Abstract
Abstract Visual odometry provides planetary exploration rovers with accurate knowledge of their position and orientation, which needs effective feature tracking results, especially in barren sandy terrains. In this paper, a stereovision based odometry algorithm is proposed for a lunar rover, which is composed of corner extraction, feature tracking and motion estimation. First, a morphology based image enhancement method is studied to guarantee enough corners are extracted. Second, a Random Sample Consensus (RANSAC) algorithm is proposed to make a robust estimation of the fundamental matrix, which is the basic and critical part of feature matching and tracking. Then, the 6 degrees of freedom rover position and orientation is estimated by the RANSAC algorithm. Finally, experiments are performed in a simulated lunar surface environment using a prototype rover, which have confirmed the feasibility and effectiveness of the proposed method.
1. Introduction
Visual odometry is the process of determining the position and orientation of an autonomous vehicle by analysing the associated camera images. It has been used in a wide variety of robotic applications. In 1987, visual odometry was developed by L. Matthies [1] for indoor robot self-positioning. In recent years, the most successful applications of visual odometry are the Spirit and Opportunity MERs (MERs, Mars Exploration Rovers) [2] landed on Mars, in addition to the application in UGVs (UGV, Unmanned Ground Vehicle) [3, 4]. Compared with traditional local positioning sensors (e.g., wheel odometry, inertial navigation sensors), visual odometry has the following advantages:
Positioning accuracy only relies on visual inputs, so is independent of slip, slope, sinkage and other factors. In a soft outdoor environment, visual odometry has higher relative positioning accuracy and motion estimation results. Slip rate can be estimated by comparing wheel odometry information [5]. On one hand, it can obtain the soil parameters. On the other hand, it can provide the state feedbacks for navigation control [6].
The basic framework of visual odometry is feature extraction→feature matching and tracking→motion estimation. At present, the most commonly used features for matching and tracking are the Harris corner [2, 4, 6] and the SIFT operator [7]. The former has the advantage of being simple and stable, while the latter can adapt to larger differences in visual angles but wastes much computing time, which makes it inapplicable to planetary exploration rovers. Feature matching and tracking includes two parts: feature points matching from the left and right images and feature tracking from the previous and the current image pair. In general, a variety of constraint conditions are introduced to improve the accuracy of motion estimation in terms of reducing false matches. In the part of motion estimation, some algorithms, such as least-squares estimation, RANSAC [4, 7] and maximum likelihood estimation [2, 6] methods, are used to improve the solving accuracy.

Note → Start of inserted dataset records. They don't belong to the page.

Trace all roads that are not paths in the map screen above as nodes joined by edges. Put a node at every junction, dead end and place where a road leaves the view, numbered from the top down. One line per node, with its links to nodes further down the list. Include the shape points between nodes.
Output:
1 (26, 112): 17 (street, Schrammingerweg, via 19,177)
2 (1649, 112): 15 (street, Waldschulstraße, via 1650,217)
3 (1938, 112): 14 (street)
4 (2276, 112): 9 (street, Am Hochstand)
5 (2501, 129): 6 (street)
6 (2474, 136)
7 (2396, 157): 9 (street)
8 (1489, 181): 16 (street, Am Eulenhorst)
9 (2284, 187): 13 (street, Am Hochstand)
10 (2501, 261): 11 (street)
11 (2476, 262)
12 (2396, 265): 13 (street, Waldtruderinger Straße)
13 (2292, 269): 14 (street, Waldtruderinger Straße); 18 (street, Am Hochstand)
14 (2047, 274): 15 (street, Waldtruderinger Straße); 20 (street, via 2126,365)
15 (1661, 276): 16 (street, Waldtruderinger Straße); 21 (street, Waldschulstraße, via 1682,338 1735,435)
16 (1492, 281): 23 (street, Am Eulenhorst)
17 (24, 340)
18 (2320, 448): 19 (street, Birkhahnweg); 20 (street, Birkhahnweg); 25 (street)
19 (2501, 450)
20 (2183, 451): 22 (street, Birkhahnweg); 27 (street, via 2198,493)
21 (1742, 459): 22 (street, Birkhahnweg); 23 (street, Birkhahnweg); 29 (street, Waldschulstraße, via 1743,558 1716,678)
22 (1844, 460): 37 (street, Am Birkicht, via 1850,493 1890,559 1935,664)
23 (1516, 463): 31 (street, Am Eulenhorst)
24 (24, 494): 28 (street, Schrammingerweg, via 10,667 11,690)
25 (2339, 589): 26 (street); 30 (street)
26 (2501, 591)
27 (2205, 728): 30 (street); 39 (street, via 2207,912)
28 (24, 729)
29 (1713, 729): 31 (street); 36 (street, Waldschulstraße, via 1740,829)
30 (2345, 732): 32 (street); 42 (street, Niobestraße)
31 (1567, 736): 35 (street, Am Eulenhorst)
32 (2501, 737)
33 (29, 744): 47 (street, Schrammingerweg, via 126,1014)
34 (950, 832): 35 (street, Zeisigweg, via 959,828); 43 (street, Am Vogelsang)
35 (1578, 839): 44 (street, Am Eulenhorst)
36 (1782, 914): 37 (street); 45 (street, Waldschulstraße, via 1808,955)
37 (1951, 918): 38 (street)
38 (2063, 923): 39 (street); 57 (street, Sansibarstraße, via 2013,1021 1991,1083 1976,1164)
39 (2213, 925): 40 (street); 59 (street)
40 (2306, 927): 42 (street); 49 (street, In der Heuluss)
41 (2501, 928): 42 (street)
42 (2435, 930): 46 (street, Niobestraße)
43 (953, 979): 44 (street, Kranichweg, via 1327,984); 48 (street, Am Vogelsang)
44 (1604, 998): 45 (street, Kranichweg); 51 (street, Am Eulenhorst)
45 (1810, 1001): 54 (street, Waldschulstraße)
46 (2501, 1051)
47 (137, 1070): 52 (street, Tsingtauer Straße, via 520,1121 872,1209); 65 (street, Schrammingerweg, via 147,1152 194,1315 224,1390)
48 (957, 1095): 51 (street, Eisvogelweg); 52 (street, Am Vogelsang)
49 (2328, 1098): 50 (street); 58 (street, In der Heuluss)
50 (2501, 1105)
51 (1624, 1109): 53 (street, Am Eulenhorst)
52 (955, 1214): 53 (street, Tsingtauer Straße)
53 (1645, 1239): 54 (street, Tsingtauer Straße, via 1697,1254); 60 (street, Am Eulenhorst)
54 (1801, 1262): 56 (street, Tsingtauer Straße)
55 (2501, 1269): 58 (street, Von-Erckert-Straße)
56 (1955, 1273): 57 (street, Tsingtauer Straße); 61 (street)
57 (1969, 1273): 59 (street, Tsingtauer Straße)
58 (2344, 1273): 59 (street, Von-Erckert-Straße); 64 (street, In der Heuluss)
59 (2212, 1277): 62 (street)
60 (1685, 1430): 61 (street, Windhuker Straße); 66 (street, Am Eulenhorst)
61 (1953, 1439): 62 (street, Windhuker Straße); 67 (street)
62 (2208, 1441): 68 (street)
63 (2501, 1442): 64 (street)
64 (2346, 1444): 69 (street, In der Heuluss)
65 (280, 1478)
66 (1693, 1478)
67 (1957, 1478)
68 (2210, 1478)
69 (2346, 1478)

Although visual odometry has been successfully applied on earth, for planetary exploration there are still some operational constraints to be solved, which are pointed out as follows.
Ensuring that the images used for visual odometry processing contain enough features is still the job of the human rover driver. The feature detector often failed to find sufficient unique features in the piles of sand. The feature-tracking algorithm with more robustness to large changes in feature location is required because the calculation frequency is low on planetary rover. It is necessary to improve the robustness of odometry for non-convergence problems.
In this paper, a visual odometry algorithm for a lunar rover is proposed with a general layout as shown in Figure 1. Section 2 presents the fast image enhancement algorithm to guarantee sufficient Harris corners are extracted. Section 3 describes the feature matching and tracking approach based on the RANSAC theory. Section 4 studies the motion estimation method after the feature tracking and 3D reconstruction. Experimental results are presented in Section 5, followed by conclusions in Section 6.

General layout of the proposed visual odometry algorithm
2. Feature Extraction and Enhancement
Visual odometry is a local positioning method dependent on feature tracking to estimate motion. The results of feature extraction will affect the stability and accuracy of motion estimation. From the relevant research information of the lunar terrain we can see that the lunar soil surface is close to silt sand. If there are no targets like rocks and ruts, which can provide enough features in images, feature points will be sparse and not strong enough. Due to this, it will be difficult to achieve feature tracking, or reduce the accuracy of motion estimation. Therefore, selecting an appropriate image pre-processing method to improve the quantity and quality of extracted features will be of great benefit to motion estimation.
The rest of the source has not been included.